人の悪き事はよくよく見ゆるなり わが身の悪き事は覚えざるものなり

お話

このお言葉は浄土真宗の中興ちゅうこうの祖と言われる蓮如れんにょ上人のお言葉です。

よくよく振り返ってみれば、私たちというのはどこまでも自己中心的で、「自分だけが特別だ」と思って過ごしていませんか?

他人の欠点やミスばかりが目につきますけれども、自分の欠点やミスには気づかない。

それどころか、「自分はいつでも正しい」と思っています。

自分が不利になった時、または苦境に立たされたりした時に、自分のことは棚に上げて相手を責めてしまう。あるいは、口には出さないがこころの中で思ってしまう。

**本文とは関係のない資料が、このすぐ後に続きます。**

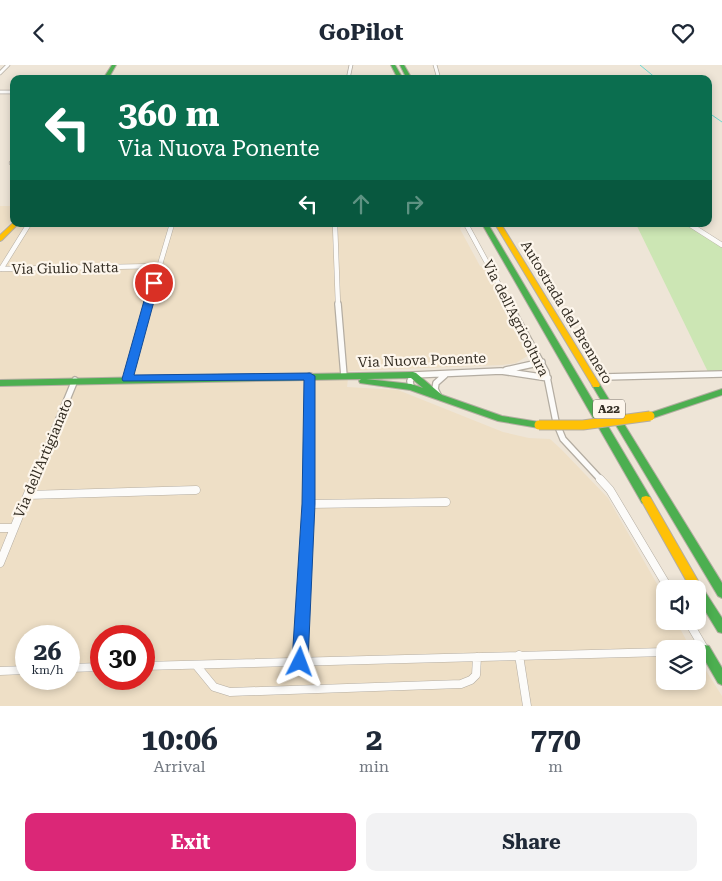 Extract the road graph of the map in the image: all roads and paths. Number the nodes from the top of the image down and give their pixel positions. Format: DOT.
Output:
graph roads {
  1 [pos="8,65"];
  2 [pos="0,73"];
  3 [pos="12,227"];
  4 [pos="27,227"];
  5 [pos="171,227"];
  6 [pos="334,227"];
  7 [pos="468,227"];
  8 [pos="487,227"];
  9 [pos="500,227"];
  10 [pos="694,227"];
  11 [pos="0,239"];
  12 [pos="722,245"];
  13 [pos="159,266"];
  14 [pos="0,269"];
  15 [pos="542,362"];
  16 [pos="501,371"];
  17 [pos="448,374"];
  18 [pos="413,375"];
  19 [pos="722,375"];
  20 [pos="310,376"];
  21 [pos="344,376"];
  22 [pos="604,377"];
  23 [pos="548,378"];
  24 [pos="127,379"];
  25 [pos="385,379"];
  26 [pos="75,380"];
  27 [pos="0,383"];
  28 [pos="411,387"];
  29 [pos="722,392"];
  30 [pos="439,397"];
  31 [pos="196,491"];
  32 [pos="28,495"];
  33 [pos="446,501"];
  34 [pos="309,504"];
  35 [pos="13,528"];
  36 [pos="0,529"];
  37 [pos="0,563"];
  38 [pos="664,580"];
  39 [pos="692,580"];
  40 [pos="722,593"];
  41 [pos="706,603"];
  42 [pos="722,628"];
  43 [pos="656,652"];
  44 [pos="519,655"];
  45 [pos="477,657"];
  46 [pos="706,657"];
  47 [pos="300,662"];
  48 [pos="196,665"];
  49 [pos="155,666"];
  50 [pos="15,670"];
  51 [pos="0,671"];
  52 [pos="722,679"];
  53 [pos="527,706"];
  1 -- 2 [label="street"];
  3 -- 11 [label="main road"];
  4 -- 14 [label="street"];
  5 -- 13 [label="street"];
  6 -- 21 [label="street"];
  7 -- 15 [label="street, Via dell'Agricoltura"];
  8 -- 39 [label="main road, Autostrada del Brennero / A22"];
  9 -- 40 [label="main road, Autostrada del Brennero / A22"];
  10 -- 12 [label="street"];
  13 -- 14 [label="street, Via Giulio Natta"];
  13 -- 24 [label="street"];
  15 -- 16 [label="street"];
  15 -- 23 [label="street, Via dell'Agricoltura"];
  16 -- 17 [label="street, Via Nuova Ponente"];
  16 -- 23 [label="street"];
  17 -- 18 [label="street, Via Nuova Ponente"];
  17 -- 30 [label="street"];
  18 -- 25 [label="main road, Via Nuova Ponente"];
  18 -- 28 [label="street"];
  18 -- 30 [label="main road"];
  19 -- 22 [label="street"];
  20 -- 21 [label="main road, Via Nuova Ponente"];
  20 -- 24 [label="main road, Via Nuova Ponente"];
  20 -- 34 [label="street"];
  21 -- 25 [label="main road, Via Nuova Ponente"];
  23 -- 38 [label="street, Via dell'Agricoltura"];
  24 -- 26 [label="main road, Via Nuova Ponente"];
  25 -- 28 [label="main road, Via Nuova Ponente"];
  26 -- 27 [label="main road, Via Nuova Ponente"];
  26 -- 32 [label="street, Via dell'Artigianato"];
  28 -- 30 [label="main road, Via Nuova Ponente"];
  29 -- 30 [label="main road, Via Nuova Ponente, bridge"];
  31 -- 32 [label="street"];
  32 -- 35 [label="street, Via dell'Artigianato"];
  33 -- 34 [label="street"];
  34 -- 47 [label="street"];
  35 -- 36 [label="street"];
  35 -- 37 [label="street, Via dell'Artigianato"];
  41 -- 42 [label="main road, Autostrada del Brennero / A22"];
  43 -- 44 [label="street"];
  44 -- 45 [label="street"];
  44 -- 53 [label="street"];
  45 -- 47 [label="street"];
  45 -- 48 [label="street"];
  46 -- 52 [label="main road"];
  47 -- 48 [label="street"];
  48 -- 49 [label="street"];
  50 -- 51 [label="street"];
}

自分の悪いところは見ようともしないというのが私たちの姿ではないでしょうか。

私も毎日反省です。

自分の気に食わない事に対しては、「なんで自分だけ」、「そういうあんたはどうやねん」と自分には非がないかのように考えてしまいます。

どこまでも「自分は」というこころを消すことができません。

人間の目は外に向いてついているので、どうしても原因を外から探そうとしています。自分の目に見えないのは自分自身の姿です。

毎日の生活の中で、外しか見ていなかった私が、自分自身に向き合うことができるのは、阿弥陀さまの前であったり、お聴聞しているときじゃないかなと思います。

日々忙しく過ごされているかもしれませんが、たまには自分の愚かさに正面から向き合ってみませんか?

わかった「つもり」、できている「つもり」の「つもり」にも向き合ってみる。

他人の欠点ではなく、いいところを探して、言葉にして伝える。

時々でいいので、自分の足元を見つめ直す、そんな時間というのはとても大切な時間だと思います。